Engross your readers
I recently read an ARC from Karen Hawkins that got me thinking about ways to engross your readers. This book, The Taming of a Scottish Princess, did a fabulous job of it. So well in fact that I read straight through Dancing with the Stars and Castle!
So how do you engross your readers?
Well, it starts with your characters.
Let your readers in on an inside joke.
Why it works: We all like to be included. At some point or another we've all been in on an inside joke. Giving your characters an inside joke gives them a connection that they don't have with other characters. It's that connection that ties them; it gives them something in common. Relationships are often based on commonality. By giving the characters an inside joke, and letting the reader in on it, they'll look for references to that joke throughout the book. I like to think of this as a thread that pulls them through the story.
Example: Michael Hurst and his assistant Jane Smythe-Haughton have a unique relationship. He's an explorer. Think Indiana Jones. And she keeps his life running smoothly. She is charming and sunny and he is no nonsense. She doesn't put up with his crap. In fact, she gives as good as she gets.
So what's the inside joke? Though he acts as if he could live without her, she knows he can't and she calls his bluff. They call each other silly names over the course of the book. They're not menacing, rather playful. Always keeping each other in check.
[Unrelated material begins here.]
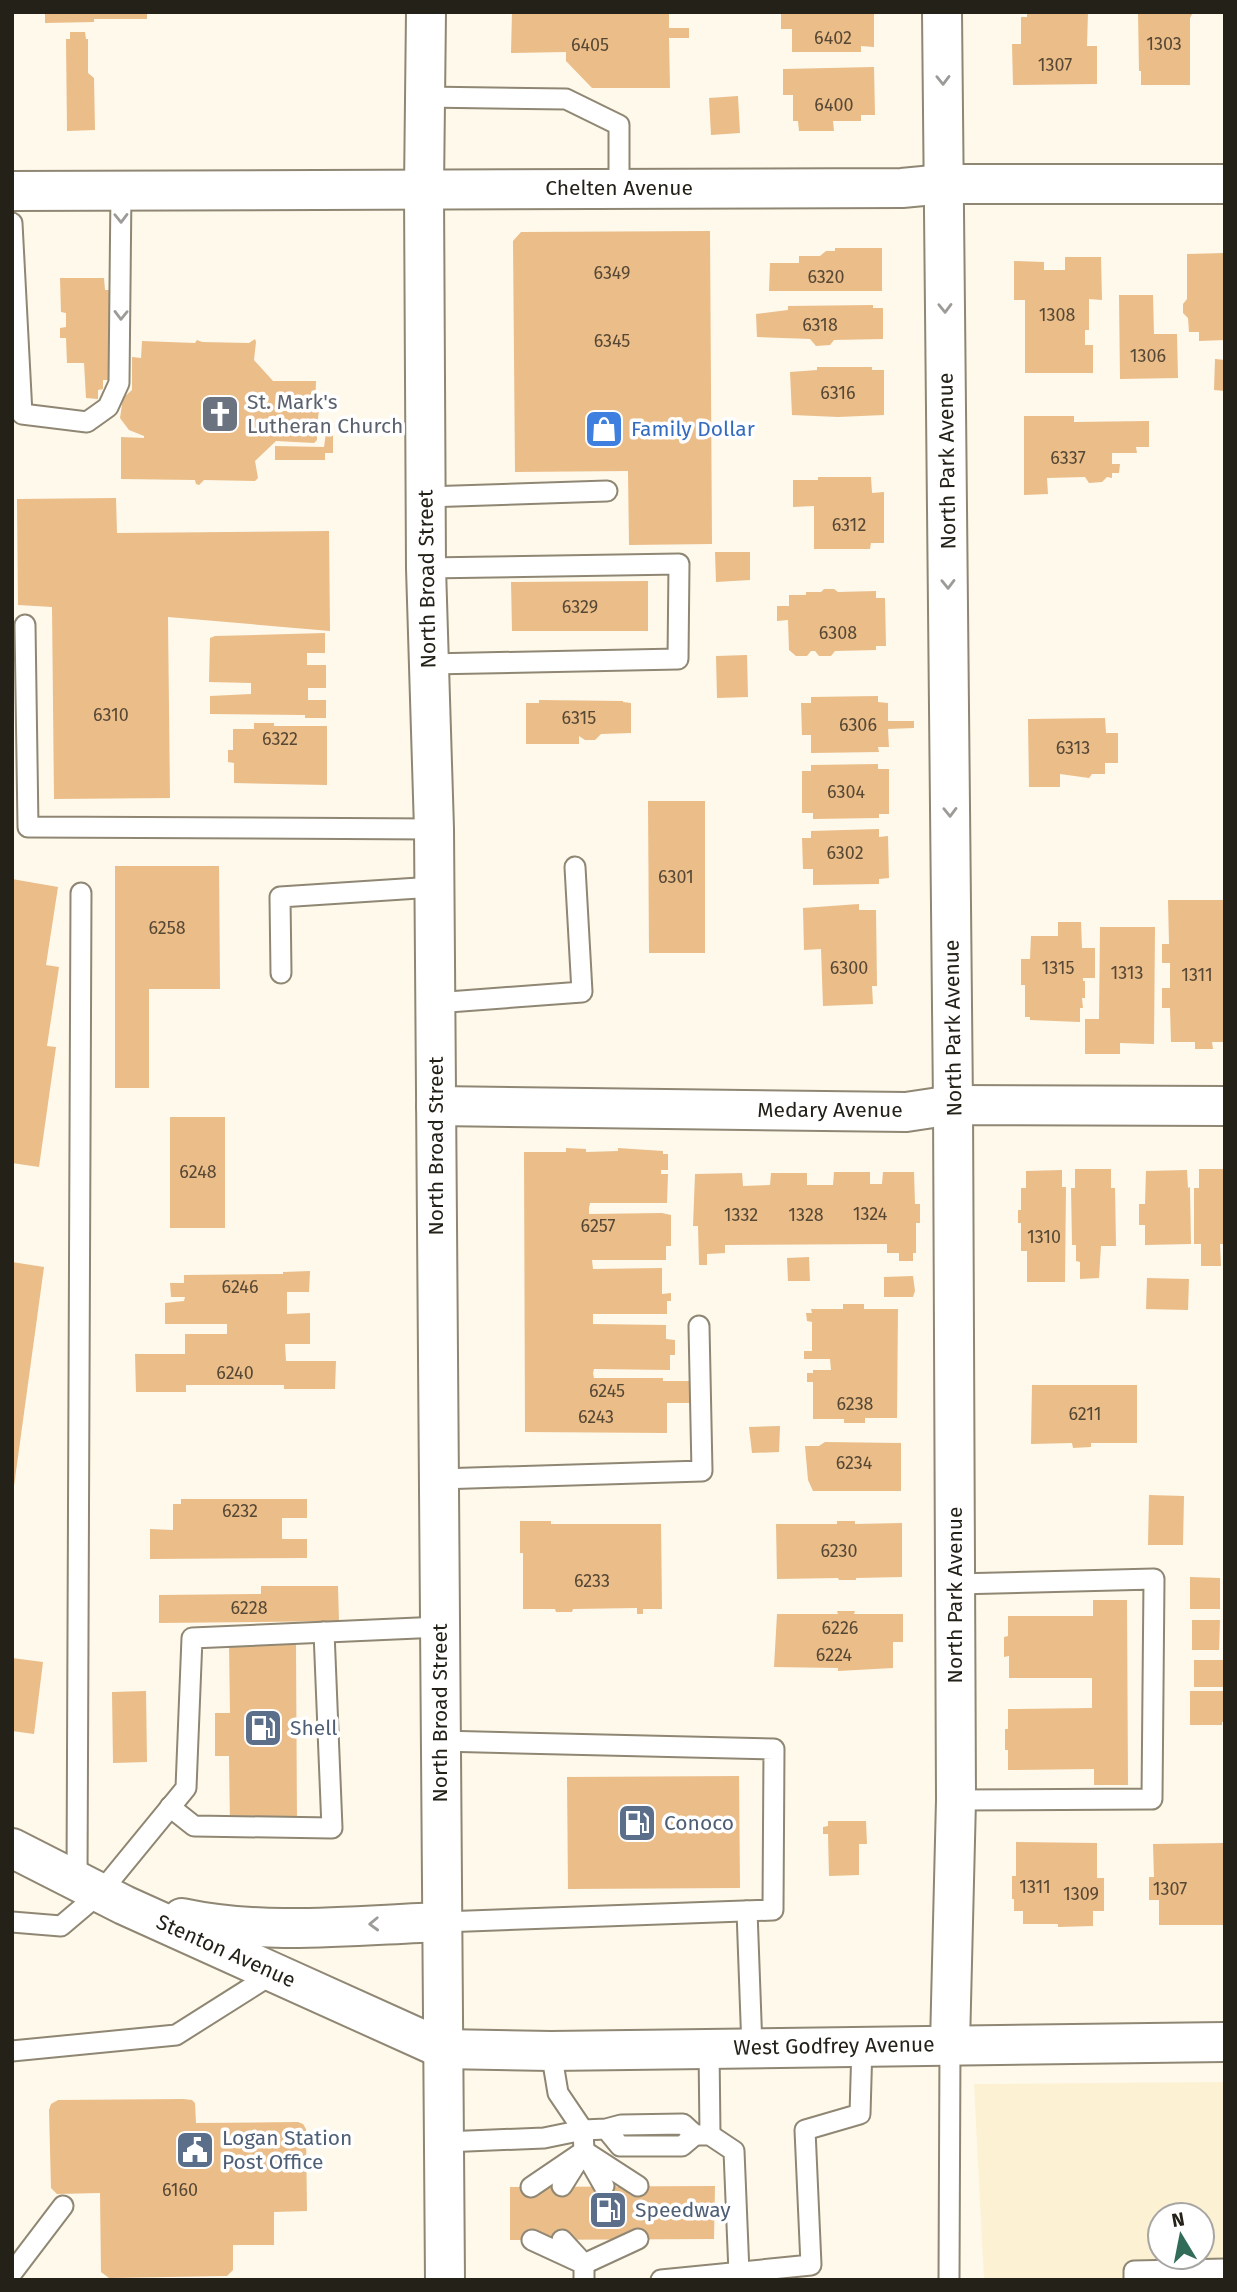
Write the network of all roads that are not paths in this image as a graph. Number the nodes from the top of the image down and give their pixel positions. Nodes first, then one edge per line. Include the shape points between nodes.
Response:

He'll call her a "fainthearted twit," to which she promptly replies "cravated grump." And they go on and on with their tenderhearted insults.
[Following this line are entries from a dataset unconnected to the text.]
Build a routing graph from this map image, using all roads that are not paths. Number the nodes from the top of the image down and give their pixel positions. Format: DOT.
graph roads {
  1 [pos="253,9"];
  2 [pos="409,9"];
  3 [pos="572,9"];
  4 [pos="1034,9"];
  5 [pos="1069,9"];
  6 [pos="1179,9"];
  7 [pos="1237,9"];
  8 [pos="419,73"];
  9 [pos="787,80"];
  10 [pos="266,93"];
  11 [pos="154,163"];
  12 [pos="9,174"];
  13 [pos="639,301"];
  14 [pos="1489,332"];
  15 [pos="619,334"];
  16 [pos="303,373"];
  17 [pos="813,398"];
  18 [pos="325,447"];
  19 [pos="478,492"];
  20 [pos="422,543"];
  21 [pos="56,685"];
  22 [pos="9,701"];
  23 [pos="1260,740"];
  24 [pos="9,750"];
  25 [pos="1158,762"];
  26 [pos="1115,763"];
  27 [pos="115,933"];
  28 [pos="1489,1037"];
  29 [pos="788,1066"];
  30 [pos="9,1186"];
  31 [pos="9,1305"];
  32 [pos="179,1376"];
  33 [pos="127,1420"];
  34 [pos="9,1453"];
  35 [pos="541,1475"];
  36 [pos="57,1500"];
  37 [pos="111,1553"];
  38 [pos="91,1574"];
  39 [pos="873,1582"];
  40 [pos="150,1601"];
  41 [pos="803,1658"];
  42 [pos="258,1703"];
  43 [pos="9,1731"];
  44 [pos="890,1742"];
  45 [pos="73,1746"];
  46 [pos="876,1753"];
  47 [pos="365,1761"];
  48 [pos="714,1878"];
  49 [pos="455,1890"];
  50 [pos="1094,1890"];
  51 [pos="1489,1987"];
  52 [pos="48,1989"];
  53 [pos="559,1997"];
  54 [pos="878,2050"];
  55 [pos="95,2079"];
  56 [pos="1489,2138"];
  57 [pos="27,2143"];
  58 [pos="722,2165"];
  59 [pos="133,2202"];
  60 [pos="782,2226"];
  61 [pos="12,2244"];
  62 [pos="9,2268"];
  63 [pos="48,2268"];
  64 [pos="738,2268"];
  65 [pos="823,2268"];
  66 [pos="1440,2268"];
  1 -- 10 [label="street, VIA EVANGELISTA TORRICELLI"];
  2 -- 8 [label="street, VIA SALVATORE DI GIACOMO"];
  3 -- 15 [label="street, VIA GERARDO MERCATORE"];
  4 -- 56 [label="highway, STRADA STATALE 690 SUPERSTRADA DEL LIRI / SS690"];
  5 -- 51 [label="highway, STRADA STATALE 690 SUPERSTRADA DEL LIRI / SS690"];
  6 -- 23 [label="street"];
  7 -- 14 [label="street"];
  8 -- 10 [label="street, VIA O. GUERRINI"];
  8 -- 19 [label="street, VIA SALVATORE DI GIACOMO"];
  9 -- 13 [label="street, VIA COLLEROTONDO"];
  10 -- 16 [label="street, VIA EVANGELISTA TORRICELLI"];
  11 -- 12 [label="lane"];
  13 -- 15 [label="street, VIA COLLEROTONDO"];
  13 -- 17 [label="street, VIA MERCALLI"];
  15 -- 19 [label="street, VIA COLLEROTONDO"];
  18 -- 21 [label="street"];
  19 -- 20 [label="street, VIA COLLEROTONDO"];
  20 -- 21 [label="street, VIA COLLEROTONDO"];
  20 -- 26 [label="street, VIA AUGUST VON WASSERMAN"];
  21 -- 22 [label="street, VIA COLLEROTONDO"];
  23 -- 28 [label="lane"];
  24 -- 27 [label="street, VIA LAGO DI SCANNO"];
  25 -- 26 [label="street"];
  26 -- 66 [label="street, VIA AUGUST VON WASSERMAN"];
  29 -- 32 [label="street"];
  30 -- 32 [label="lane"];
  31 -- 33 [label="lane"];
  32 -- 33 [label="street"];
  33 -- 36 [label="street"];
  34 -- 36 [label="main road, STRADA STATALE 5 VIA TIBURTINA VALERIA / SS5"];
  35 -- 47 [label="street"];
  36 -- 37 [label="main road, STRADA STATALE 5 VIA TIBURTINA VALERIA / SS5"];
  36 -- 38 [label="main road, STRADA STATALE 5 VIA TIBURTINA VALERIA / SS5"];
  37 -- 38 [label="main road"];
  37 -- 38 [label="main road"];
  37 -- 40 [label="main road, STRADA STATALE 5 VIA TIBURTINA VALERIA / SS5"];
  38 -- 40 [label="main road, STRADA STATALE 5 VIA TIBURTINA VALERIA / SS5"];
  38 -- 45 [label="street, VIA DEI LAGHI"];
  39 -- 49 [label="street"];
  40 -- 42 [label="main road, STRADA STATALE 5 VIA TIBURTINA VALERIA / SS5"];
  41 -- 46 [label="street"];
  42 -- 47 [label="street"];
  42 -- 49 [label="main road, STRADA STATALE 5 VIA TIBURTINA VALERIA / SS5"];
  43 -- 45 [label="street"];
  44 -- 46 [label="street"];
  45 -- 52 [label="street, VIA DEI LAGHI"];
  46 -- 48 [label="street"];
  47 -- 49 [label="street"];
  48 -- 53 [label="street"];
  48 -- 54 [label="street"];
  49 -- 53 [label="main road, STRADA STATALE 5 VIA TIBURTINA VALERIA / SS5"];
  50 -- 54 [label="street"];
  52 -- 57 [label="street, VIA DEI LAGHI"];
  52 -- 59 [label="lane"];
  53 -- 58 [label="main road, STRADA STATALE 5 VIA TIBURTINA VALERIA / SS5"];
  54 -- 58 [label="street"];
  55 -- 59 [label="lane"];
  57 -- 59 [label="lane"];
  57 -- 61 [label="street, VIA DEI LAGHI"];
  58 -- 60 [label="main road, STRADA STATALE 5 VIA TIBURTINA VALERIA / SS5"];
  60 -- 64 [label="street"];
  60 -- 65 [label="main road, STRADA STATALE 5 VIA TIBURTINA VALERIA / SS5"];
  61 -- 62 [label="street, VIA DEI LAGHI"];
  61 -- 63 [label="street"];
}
This happens over and over throughout the course of the book, not over doing it, but showing that these two have spent a lot of time in each other's company and that they understand each other. They respect each other. They pick at each other. This works for the story and I found myself looking for these "spitfire" moments between the two of them.
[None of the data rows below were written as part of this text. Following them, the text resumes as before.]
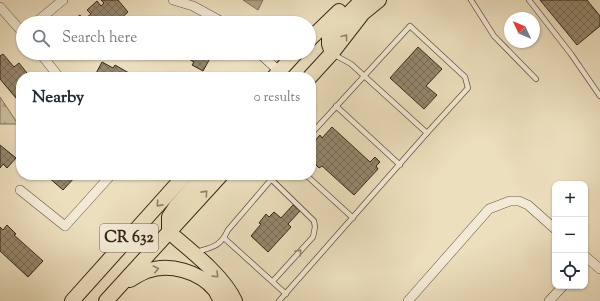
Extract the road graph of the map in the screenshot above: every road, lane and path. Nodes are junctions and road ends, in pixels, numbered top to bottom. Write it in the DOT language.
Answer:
graph roads {
  1 [pos="63,0"];
  2 [pos="173,0"];
  3 [pos="352,0"];
  4 [pos="362,0"];
  5 [pos="379,0"];
  6 [pos="471,0"];
  7 [pos="529,0"];
  8 [pos="0,7"];
  9 [pos="44,16"];
  10 [pos="211,16"];
  11 [pos="16,25"];
  12 [pos="316,33"];
  13 [pos="332,53"];
  14 [pos="46,60"];
  15 [pos="266,60"];
  16 [pos="290,60"];
  17 [pos="55,72"];
  18 [pos="279,72"];
  19 [pos="315,72"];
  20 [pos="364,76"];
  21 [pos="536,79"];
  22 [pos="600,96"];
  23 [pos="336,106"];
  24 [pos="316,128"];
  25 [pos="427,134"];
  26 [pos="400,164"];
  27 [pos="106,180"];
  28 [pos="181,180"];
  29 [pos="199,180"];
  30 [pos="217,180"];
  31 [pos="270,180"];
  32 [pos="272,180"];
  33 [pos="311,180"];
  34 [pos="20,190"];
  35 [pos="353,218"];
  36 [pos="552,226"];
  37 [pos="170,232"];
  38 [pos="224,238"];
  39 [pos="192,252"];
  40 [pos="588,260"];
  41 [pos="600,269"];
  42 [pos="273,281"];
  43 [pos="121,285"];
  44 [pos="560,289"];
  45 [pos="286,294"];
  46 [pos="72,301"];
  47 [pos="106,301"];
  48 [pos="221,301"];
  49 [pos="235,301"];
  50 [pos="279,301"];
  51 [pos="408,301"];
  52 [pos="549,301"];
  1 -- 9 [label="street"];
  2 -- 10 [label="street"];
  3 -- 12 [label="main road"];
  4 -- 13 [label="main road"];
  13 -- 5 [label="main road, one-way"];
  6 -- 21 [label="lane"];
  7 -- 22 [label="lane"];
  8 -- 11 [label="street"];
  13 -- 19 [label="main road"];
  13 -- 20 [label="lane"];
  14 -- 17 [label="street"];
  15 -- 18 [label="street"];
  16 -- 18 [label="main road"];
  20 -- 23 [label="lane"];
  20 -- 25 [label="lane"];
  20 -- 25 [label="lane"];
  23 -- 24 [label="lane"];
  23 -- 26 [label="lane"];
  25 -- 26 [label="lane"];
  26 -- 35 [label="lane"];
  27 -- 34 [label="street"];
  28 -- 46 [label="main road, CR 632, one-way"];
  29 -- 37 [label="main road"];
  37 -- 30 [label="main road, CR 632, one-way"];
  31 -- 38 [label="lane"];
  42 -- 32 [label="lane, one-way"];
  33 -- 35 [label="lane"];
  35 -- 45 [label="lane"];
  36 -- 51 [label="street"];
  37 -- 39 [label="main road"];
  37 -- 43 [label="main road, CR 632"];
  38 -- 39 [label="lane"];
  38 -- 42 [label="lane"];
  39 -- 49 [label="main road, one-way"];
  40 -- 41 [label="street"];
  42 -- 45 [label="lane"];
  43 -- 47 [label="main road, CR 632"];
  43 -- 48 [label="main road, one-way"];
  44 -- 52 [label="street"];
  45 -- 50 [label="lane"];
}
Give your characters habits.
Why it works: we all have habits. Twirling our hair, biting our nails, worrying our lower lip. Habits make us human, good or bad. Readers will begin to anticipate characters making those habits and if the habits mean something (for instance, I twirl my hair when I'm deep in thought) they can read the character's mood without you having to tell them what the mood is.
Look for habits everywhere. Search on the web. Think about friends and family. Ask for suggestions via facebook or twitter.
Example: As Taming a Scottish Princess begins, Michael is at a ball and he's tugged at his tie. Okay, okay it's a cravat, but the point is, he does this several times during the course of the story. He does it when he's impatient. And ultimately, that garment comes in handy, but you'll have to read the book to find out why. I don't want to give all the good stuff away.
Vary your dialog.
Why it works: A person's speech can be as unique as a fingerprint. Do you have a phrase you use often? Perhaps you don't even notice it. Ask someone who spends a lot of time with you. Give your characters a favorite phrase, a level of formality in their speech or even an accent and then carry it (or change it) over the course of the story.
Example: Michael is English with Scottish ancestors. Jane is Scottish with an English mother. Both of them have spent extensive time traveling the world but over the course of the story, Michael finds out that Jane is Scottish. As she talks about her homeland, her old accent comes out. When they travel to Scotland, they meet a character named Mrs. Farquhar and she has a thick accent, an accent that the author plays up. In this scene there are three people and you can tell who's talking without any sort of dialog tag. Why? Because they each "sound" different through their accent and language.
So there you have it. Three quick and easy tips to take your novel from ordinary to extraordinary, engrossing your readers from the first page to the last.